Fabrication of Ti-6Al-4V Porous Scaffolds Using Selective Laser Melting (SLM) and Mechanical Compression Test for Biomedical Applications

Bone implants are extensively used in biomedical science for replacement of bone and joint defects, but a variation of stiffness between implant material and bone causes load redistribution around the implant, resulting in autogenous bone fracture or loosening of implant, called stress shielding. To overcome this problem, porous biocompatible titanium alloy (Ti-6Al-4V) is used to reduce the stiffness of metallic implants equivalent to bone stiffness. Ti-6Al-4V is considered to fabricate porous implant scaffold due to its excellent mechanical properties, biocompatible nature, higher corrosion resistance, and high strength-to-weight ratio. Four different porous scaffolds, namely diamond, grid, cross, and vinties, are modeled using Rhino 6 software, where 65% theoretical porosity is maintained.
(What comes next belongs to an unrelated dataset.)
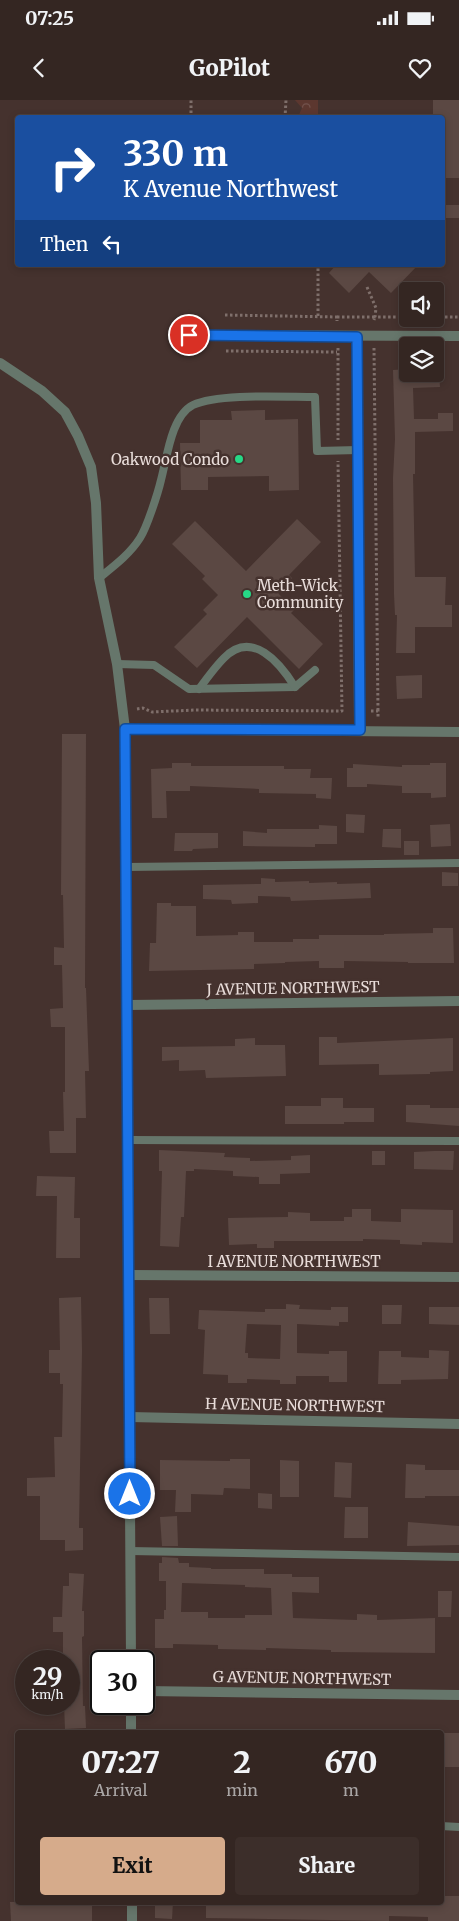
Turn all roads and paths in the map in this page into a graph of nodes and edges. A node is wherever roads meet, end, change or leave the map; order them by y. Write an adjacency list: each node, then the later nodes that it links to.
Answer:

Additive manufacturing (AM) technique, mainly selective laser melting (SLM), is used to fabricate these porous scaffolds. Actual porosity and surface roughness of the fabricated samples are measured. Compression tests of each porous scaffold are performed in INSTRON compressive testing machine. Elastic modulus of fabricated samples shows excellent matching with a human bone, while compressive strength shows superior value compared to the human bone which will help to reduce the stress shielding effect and also will increase the longevity of the implants. The relative elastic modulus (modulus ratio of porous scaffold to solid cube) of the samples is studied using the Gibson–Ashby correlation model. The porous scaffolds made with Ti-6Al-4V have low effective Young’s modulus, excellent compressive strength, and sufficient cell accommodation space to fulfill medical requirements for clinical demands.